The ADR Directive was implemented in the UK through regulations which came into force from 1 October 2015 (the ADR Regulations). Its purpose is to ensure that all consumers within the EU can, on a voluntary basis, seek redress when they have submitted complaints against traders to entities offering impartial, transparent, fast and fair alternative dispute resolution procedures.

However, the legislation does not allow ADR providers to impose blanket time-bar rules. In order for the LeO to become a certified ADR provider under the ADR Regulations therefore, it will need to change its rules in relation to time limits. Currently, the service requires a complaint to be brought no later than six years from the alleged act or omission, or three years from when the complainant should reasonably have known there was cause for complaint. This reflects the statutory limitation period.

Under the proposed amendments currently under consultation, complainants have unlimited time to pursue a complaint.

The only time limit the ADR Regulations allow relates to the period within which a consumer must submit their complaint after exhausting the service provider's internal complaints process. The ADR Regulations allow an ADR entity to refuse to deal with a dispute on the grounds that the consumer has not submitted the complaint within 12 months of the service provider's final response. This is an increase from the previous six month deadline.

The ADR Regulations do allow for limited circumstances in which providers can refuse to deal with a complaint. The six grounds for doing so are however substantially reduced from the 14 grounds listed within the current rules and do not include anything that could be construed as a limitation issue.

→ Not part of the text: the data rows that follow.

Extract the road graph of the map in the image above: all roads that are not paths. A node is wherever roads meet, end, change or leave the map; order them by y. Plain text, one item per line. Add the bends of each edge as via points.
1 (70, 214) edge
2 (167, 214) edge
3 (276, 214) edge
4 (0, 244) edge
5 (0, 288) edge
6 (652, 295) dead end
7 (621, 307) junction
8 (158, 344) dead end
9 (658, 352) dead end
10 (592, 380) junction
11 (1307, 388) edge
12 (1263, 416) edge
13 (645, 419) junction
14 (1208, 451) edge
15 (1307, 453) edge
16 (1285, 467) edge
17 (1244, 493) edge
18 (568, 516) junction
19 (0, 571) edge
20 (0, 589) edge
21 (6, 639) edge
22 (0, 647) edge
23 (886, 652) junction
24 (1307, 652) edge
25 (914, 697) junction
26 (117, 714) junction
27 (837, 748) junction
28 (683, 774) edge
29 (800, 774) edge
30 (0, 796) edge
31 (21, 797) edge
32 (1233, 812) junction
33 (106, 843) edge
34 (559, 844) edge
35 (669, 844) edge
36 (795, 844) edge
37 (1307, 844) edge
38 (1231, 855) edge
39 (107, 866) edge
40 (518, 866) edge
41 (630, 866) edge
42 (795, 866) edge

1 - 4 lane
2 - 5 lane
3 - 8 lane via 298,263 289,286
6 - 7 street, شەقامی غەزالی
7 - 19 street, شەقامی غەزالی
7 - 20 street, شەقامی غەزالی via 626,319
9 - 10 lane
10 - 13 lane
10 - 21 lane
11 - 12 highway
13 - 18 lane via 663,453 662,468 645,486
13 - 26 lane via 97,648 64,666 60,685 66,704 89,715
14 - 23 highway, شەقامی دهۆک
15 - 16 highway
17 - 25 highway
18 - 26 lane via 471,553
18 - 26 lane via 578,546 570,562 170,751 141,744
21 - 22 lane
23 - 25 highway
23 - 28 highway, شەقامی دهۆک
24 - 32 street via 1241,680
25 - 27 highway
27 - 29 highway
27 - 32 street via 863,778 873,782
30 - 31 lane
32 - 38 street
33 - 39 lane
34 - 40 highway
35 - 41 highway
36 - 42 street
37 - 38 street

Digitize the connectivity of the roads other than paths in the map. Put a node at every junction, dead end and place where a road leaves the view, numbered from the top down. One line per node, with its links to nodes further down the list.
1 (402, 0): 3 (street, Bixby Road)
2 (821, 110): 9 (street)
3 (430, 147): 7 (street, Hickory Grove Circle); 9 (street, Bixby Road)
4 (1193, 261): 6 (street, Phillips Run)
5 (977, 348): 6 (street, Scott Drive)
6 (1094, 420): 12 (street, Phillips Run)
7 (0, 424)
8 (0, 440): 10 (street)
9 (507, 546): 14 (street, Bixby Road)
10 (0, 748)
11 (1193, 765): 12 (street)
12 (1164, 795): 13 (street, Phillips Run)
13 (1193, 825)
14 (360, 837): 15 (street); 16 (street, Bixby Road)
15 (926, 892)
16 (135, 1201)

If the changes take effect, legal services providers and their professional indemnity insurers could find themselves on risk indefinitely in respect of complaints made to the LeO. That raises the question of how long legal providers will be expected to retain files and whether insurers will need to insist that files are kept indefinitely. We also anticipate practical difficulties in being able to investigate complaints older than six years and this is likely to impact upon management time.

There will no doubt also be concern among the legal profession that the new rules will encourage trivial and/or vexatious claims (although the ADR Regulations do specifically allow an ADR provider to refuse to deal with a dispute it considers frivolous or vexatious).  Accordingly, the new rules if implemented, could have serious implications for firms and their insurers.

One possible advantage of the new rules would be if more disputes are required to be resolved informally by LeO, as it could reduce the number of litigated claims.

We suggest watching this space carefully.

The consultation period runs until 2 November 2015 and the consultation papers can be viewed on the LeO website.